Problem statement
Write out the listing below in its entirety, minus the pictures, without changing a word.

Exercise data
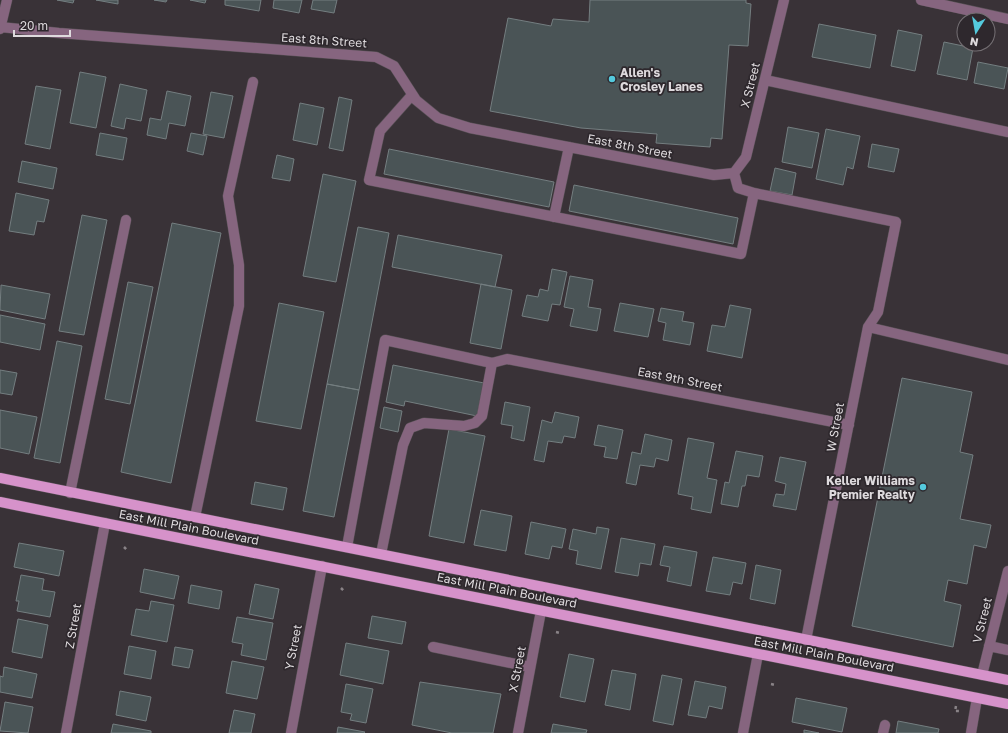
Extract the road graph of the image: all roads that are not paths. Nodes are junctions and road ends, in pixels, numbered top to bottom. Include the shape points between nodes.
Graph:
1 (7, 0) edge
2 (784, 0) edge
3 (921, 0) edge
4 (1008, 19) edge
5 (0, 27) edge
6 (765, 80) junction
7 (252, 82) dead end
8 (412, 95) junction
9 (1008, 132) edge
10 (569, 147) junction
11 (734, 173) junction
12 (754, 193) junction
13 (554, 217) junction
14 (126, 220) dead end
15 (868, 327) junction
16 (1008, 360) edge
17 (492, 363) junction
18 (848, 426) junction
19 (0, 478) edge
20 (70, 493) junction
21 (0, 502) edge
22 (195, 517) junction
23 (105, 523) junction
24 (347, 547) junction
25 (381, 554) junction
26 (322, 566) junction
27 (1008, 571) edge
28 (541, 611) junction
29 (806, 640) junction
30 (989, 646) junction
31 (433, 647) dead end
32 (1008, 650) edge
33 (758, 654) junction
34 (530, 667) junction
35 (982, 675) junction
36 (1008, 680) edge
37 (977, 698) junction
38 (1008, 704) edge
39 (66, 733) edge
40 (291, 733) edge
41 (518, 733) edge
42 (743, 733) edge
43 (971, 733) edge

1 - 5 street
2 - 6 street, X Street
3 - 4 street
5 - 8 street, East 8th Street via 376,57 394,66
6 - 9 street
6 - 11 street, X Street via 746,157
7 - 22 street via 228,196 239,265 239,306
8 - 10 street, East 8th Street via 438,118 470,128
8 - 13 street via 380,131 369,180
10 - 11 street, East 8th Street via 714,176
10 - 13 street
11 - 12 street via 738,188
12 - 13 street via 741,254
12 - 15 street, W Street via 896,222 878,312
14 - 20 street
15 - 16 street
15 - 18 street, W Street
17 - 18 street, East 9th Street via 507,359
17 - 24 street via 385,340
17 - 25 street via 482,416 475,423 464,426 424,423 410,428 403,445
18 - 29 street, W Street
19 - 20 main road, East Mill Plain Boulevard
20 - 22 main road, East Mill Plain Boulevard
21 - 23 main road, East Mill Plain Boulevard
22 - 24 main road, East Mill Plain Boulevard
23 - 26 main road, East Mill Plain Boulevard
23 - 39 street, Z Street
24 - 25 main road, East Mill Plain Boulevard
25 - 29 main road, East Mill Plain Boulevard
26 - 28 main road, East Mill Plain Boulevard
26 - 40 street, Y Street
27 - 30 street, V Street
28 - 33 main road, East Mill Plain Boulevard
28 - 34 street, X Street
29 - 35 main road, East Mill Plain Boulevard
30 - 32 street
30 - 35 street, V Street
31 - 34 street
33 - 37 main road, East Mill Plain Boulevard
33 - 42 street
34 - 41 street, X Street
35 - 36 main road, East Mill Plain Boulevard
37 - 38 main road, East Mill Plain Boulevard
37 - 43 street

Written answer
Extract the road graph of the image: all roads that are not paths. Nodes are junctions and road ends, in pixels, numbered top to bottom. Include the shape points between nodes.
Graph:
1 (7, 0) edge
2 (784, 0) edge
3 (921, 0) edge
4 (1008, 19) edge
5 (0, 27) edge
6 (765, 80) junction
7 (252, 82) dead end
8 (412, 95) junction
9 (1008, 132) edge
10 (569, 147) junction
11 (734, 173) junction
12 (754, 193) junction
13 (554, 217) junction
14 (126, 220) dead end
15 (868, 327) junction
16 (1008, 360) edge
17 (492, 363) junction
18 (848, 426) junction
19 (0, 478) edge
20 (70, 493) junction
21 (0, 502) edge
22 (195, 517) junction
23 (105, 523) junction
24 (347, 547) junction
25 (381, 554) junction
26 (322, 566) junction
27 (1008, 571) edge
28 (541, 611) junction
29 (806, 640) junction
30 (989, 646) junction
31 (433, 647) dead end
32 (1008, 650) edge
33 (758, 654) junction
34 (530, 667) junction
35 (982, 675) junction
36 (1008, 680) edge
37 (977, 698) junction
38 (1008, 704) edge
39 (66, 733) edge
40 (291, 733) edge
41 (518, 733) edge
42 (743, 733) edge
43 (971, 733) edge

1 - 5 street
2 - 6 street, X Street
3 - 4 street
5 - 8 street, East 8th Street via 376,57 394,66
6 - 9 street
6 - 11 street, X Street via 746,157
7 - 22 street via 228,196 239,265 239,306
8 - 10 street, East 8th Street via 438,118 470,128
8 - 13 street via 380,131 369,180
10 - 11 street, East 8th Street via 714,176
10 - 13 street
11 - 12 street via 738,188
12 - 13 street via 741,254
12 - 15 street, W Street via 896,222 878,312
14 - 20 street
15 - 16 street
15 - 18 street, W Street
17 - 18 street, East 9th Street via 507,359
17 - 24 street via 385,340
17 - 25 street via 482,416 475,423 464,426 424,423 410,428 403,445
18 - 29 street, W Street
19 - 20 main road, East Mill Plain Boulevard
20 - 22 main road, East Mill Plain Boulevard
21 - 23 main road, East Mill Plain Boulevard
22 - 24 main road, East Mill Plain Boulevard
23 - 26 main road, East Mill Plain Boulevard
23 - 39 street, Z Street
24 - 25 main road, East Mill Plain Boulevard
25 - 29 main road, East Mill Plain Boulevard
26 - 28 main road, East Mill Plain Boulevard
26 - 40 street, Y Street
27 - 30 street, V Street
28 - 33 main road, East Mill Plain Boulevard
28 - 34 street, X Street
29 - 35 main road, East Mill Plain Boulevard
30 - 32 street
30 - 35 street, V Street
31 - 34 street
33 - 37 main road, East Mill Plain Boulevard
33 - 42 street
34 - 41 street, X Street
35 - 36 main road, East Mill Plain Boulevard
37 - 38 main road, East Mill Plain Boulevard
37 - 43 street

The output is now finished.